/mha_manager_consul

Automatic failover mysql with consul

Primary LanguagePerlMIT LicenseMIT

mha_manager_consul

Auto failover mysql with masterha_manager based on consul cluster to avoid network instability.

Dependency

perl-libwww-perl
perl-JSON
perl-Config-IniFiles

Background

We often don't use masterha_manager to make a auto mysql failover, because of the network instability(switch, cable or network card), for example, restart the host network card which the masterha_manager running on, then we know the MySQL is alive. From this aspect, we cannot determine whether MySQL master is dead or not depend only 1 check point.

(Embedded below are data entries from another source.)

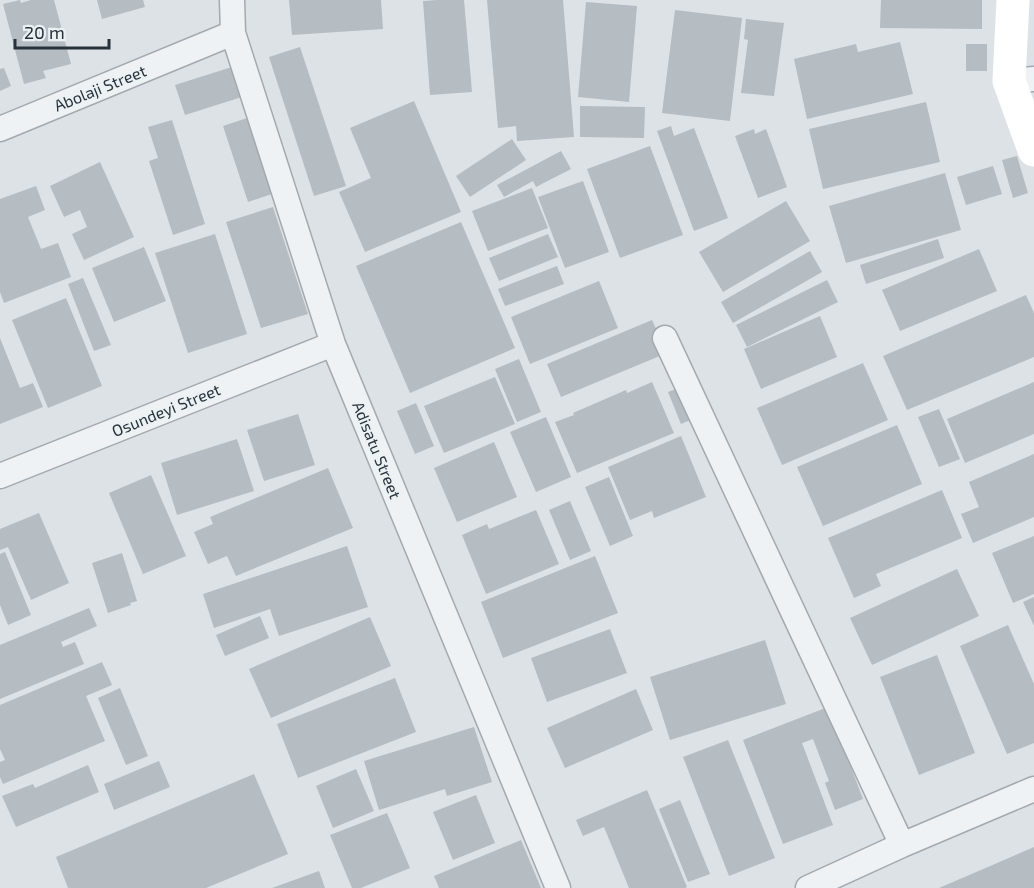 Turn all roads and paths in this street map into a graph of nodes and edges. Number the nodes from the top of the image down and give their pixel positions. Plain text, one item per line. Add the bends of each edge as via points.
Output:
1 (232, 0) edge
2 (1013, 0) edge
3 (233, 33) junction
4 (1022, 80) edge
5 (0, 129) edge
6 (1034, 150) edge
7 (665, 338) dead end
8 (333, 344) junction
9 (0, 476) edge
10 (1034, 789) edge
11 (902, 845) junction
12 (558, 888) edge
13 (808, 888) edge

1 - 3 street, Adisatu Street
2 - 4 street
3 - 5 street, Abolaji Street
3 - 8 street, Adisatu Street
4 - 6 street
7 - 11 street
8 - 9 street, Osundeyi Street
8 - 12 street, Adisatu Street
10 - 11 street
11 - 13 street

Fortunately, We can use consul cluster features to check mysql health with multi point, when the problem check point greater than half consul servers, we think the MySQL master is abnormal. such as the following structure:


       <checkmysql>         <checkmysql>         <checkmysql>
            |                   |                     |
       +---------+          +---------+          +---------+
       | consul1 |          | consul2 |          | consul3 |
       +---------+          +---------+          +---------+
                  \             |               /
                   \            |              /
                    \           |             /
                     \          |            /
                     +----------------------+
                     |   consul cluster     |
                     +----------------------+
                                |
                                |
                     +----------------------+  watch
                     | consul-template      | -------> < mysqlxxx.tpl >  ---> <mysqlxxx.conf>
                     +----------------------+
                                                                                    |
                                                                                    | changed
                                                                                    |
                                                                        +--------------------------+  
                                                                        | masterha_manager_consul  |
                                                                        +--------------------------+

The checkmysql is deployed on every consul server, this means we have multi points to check whether the MySQL master is abnomal or not, if MySQL is ok, checkmysql will set the key mysql/mysqlxxxx/node-consul with value 1, otherwise set the value 0, where node-consul default value is the hostname that consul server running on.

After all checkmysql update consul keys, we use consul-template to watch all the keys based on the template file mysqlxxx.tpl, consul-template will generate mysqlxxx.conf when any of the keys changed, then consul-template will invoke masterha_manager_consul to execute failover.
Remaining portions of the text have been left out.